— Assigned task —
Only the lines below between the one holding "middle mcp: (213, 242)" and the one holding "thumb cmc: (212, 206)", inclusive, are to be reproduced word for word; the pictures are to be left out.

Bounding boxes with keypoints:

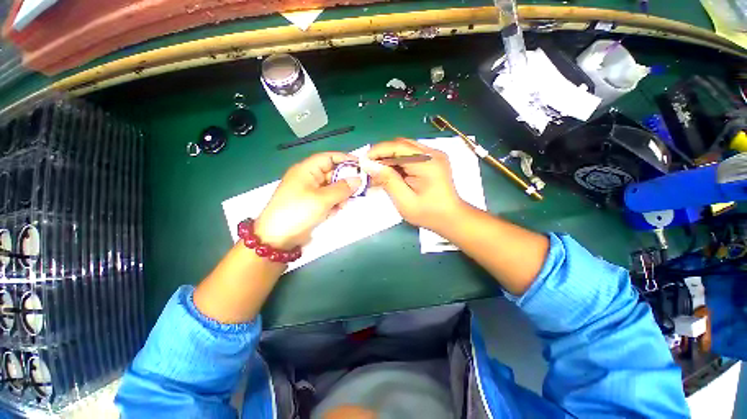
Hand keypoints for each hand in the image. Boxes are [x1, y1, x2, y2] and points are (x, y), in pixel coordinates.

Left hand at [254, 152, 360, 248]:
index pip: (328, 158)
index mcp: (306, 170)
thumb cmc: (298, 212)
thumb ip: (342, 188)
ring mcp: (309, 192)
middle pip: (332, 173)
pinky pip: (328, 199)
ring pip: (332, 188)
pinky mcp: (311, 204)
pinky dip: (333, 204)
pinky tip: (334, 212)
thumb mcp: (322, 199)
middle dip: (344, 182)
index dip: (345, 159)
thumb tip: (358, 180)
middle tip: (357, 191)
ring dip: (340, 196)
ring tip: (343, 205)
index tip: (361, 166)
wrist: (278, 238)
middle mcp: (308, 178)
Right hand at [366, 138, 463, 231]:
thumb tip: (369, 164)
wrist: (451, 218)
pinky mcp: (432, 159)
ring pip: (404, 148)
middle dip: (382, 154)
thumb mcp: (405, 201)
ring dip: (389, 158)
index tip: (363, 162)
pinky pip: (410, 155)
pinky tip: (391, 174)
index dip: (377, 151)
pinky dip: (398, 162)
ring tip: (379, 173)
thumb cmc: (429, 214)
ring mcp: (434, 155)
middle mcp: (432, 153)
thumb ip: (387, 180)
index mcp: (427, 163)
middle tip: (370, 169)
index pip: (397, 147)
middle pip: (400, 144)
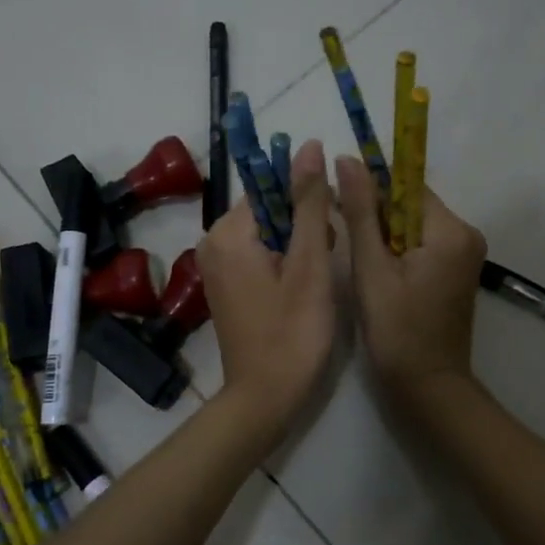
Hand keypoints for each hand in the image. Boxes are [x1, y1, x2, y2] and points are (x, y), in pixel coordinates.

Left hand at [196, 139, 337, 433]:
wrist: (265, 398)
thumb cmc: (293, 333)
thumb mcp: (309, 265)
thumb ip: (309, 204)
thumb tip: (309, 146)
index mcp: (228, 232)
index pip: (269, 186)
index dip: (306, 198)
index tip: (331, 224)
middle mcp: (213, 242)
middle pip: (268, 208)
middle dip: (303, 223)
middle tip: (327, 257)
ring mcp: (216, 266)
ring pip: (267, 231)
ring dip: (298, 242)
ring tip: (318, 275)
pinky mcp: (225, 285)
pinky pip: (258, 254)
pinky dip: (284, 260)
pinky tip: (303, 286)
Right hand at [336, 157, 487, 409]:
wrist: (428, 388)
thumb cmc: (397, 331)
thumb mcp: (371, 268)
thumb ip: (360, 212)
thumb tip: (347, 160)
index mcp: (451, 231)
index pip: (407, 186)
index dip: (370, 186)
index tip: (335, 192)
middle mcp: (466, 235)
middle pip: (412, 205)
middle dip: (375, 211)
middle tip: (337, 224)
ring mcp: (464, 255)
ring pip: (414, 225)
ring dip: (383, 231)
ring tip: (352, 248)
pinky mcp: (456, 272)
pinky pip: (422, 245)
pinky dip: (397, 249)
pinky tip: (374, 266)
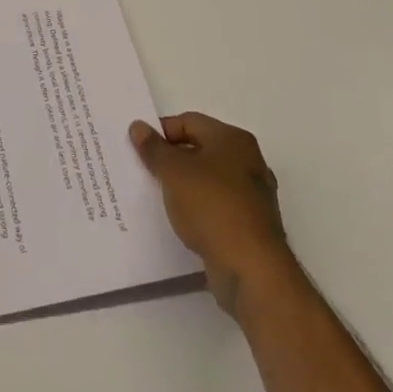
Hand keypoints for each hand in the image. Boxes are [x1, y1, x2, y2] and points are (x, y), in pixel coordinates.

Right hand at [130, 113, 291, 316]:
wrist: (252, 270)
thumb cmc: (212, 206)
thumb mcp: (173, 171)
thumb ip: (153, 148)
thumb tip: (139, 127)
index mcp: (233, 139)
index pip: (188, 122)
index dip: (161, 132)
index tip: (139, 148)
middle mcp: (248, 161)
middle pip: (200, 149)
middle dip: (172, 159)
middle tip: (145, 171)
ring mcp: (253, 195)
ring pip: (208, 180)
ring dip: (184, 186)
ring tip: (159, 197)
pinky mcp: (252, 225)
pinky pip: (217, 206)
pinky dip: (198, 209)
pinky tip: (181, 220)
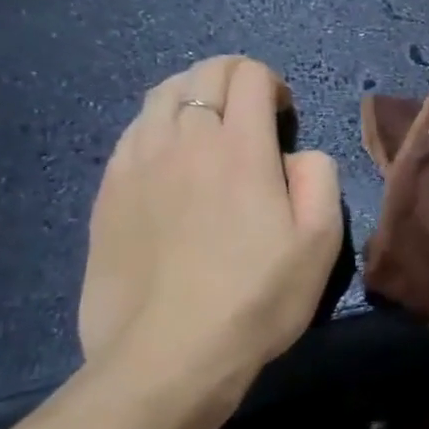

— Exercise output —
middle mcp: (213, 242)
middle pip: (268, 208)
middle dip: (303, 223)
middle tip: (327, 257)
ring mcp: (216, 266)
ring pip: (267, 231)
ring dip: (298, 242)
ring tip: (318, 275)
pinky mcp: (225, 285)
pinky pip: (258, 254)
pinky dip: (284, 260)
pinky tip: (303, 286)
Right hand at [336, 157, 487, 409]:
wrist: (428, 388)
thumb cmc: (397, 331)
thumb mcp: (371, 268)
thumb ip: (360, 212)
thumb tip: (347, 160)
index mcp: (451, 231)
index pip: (407, 186)
index dip: (370, 186)
index tip: (335, 192)
middle mcp: (466, 235)
middle pip: (412, 205)
middle dip: (375, 211)
middle tip: (337, 224)
ring mcp: (464, 255)
ring pip: (414, 225)
ring dip: (383, 231)
ring tip: (352, 248)
pinky mcp: (456, 272)
pinky pip: (422, 245)
pinky dip: (397, 249)
pinky tip: (374, 266)
Hand keypoints for each hand in the image. Boxes are [x1, y1, x2, y2] and points are (x, y), in pixel coordinates.

Right hand at [130, 113, 291, 316]:
wrist: (252, 270)
thumb cmc: (212, 206)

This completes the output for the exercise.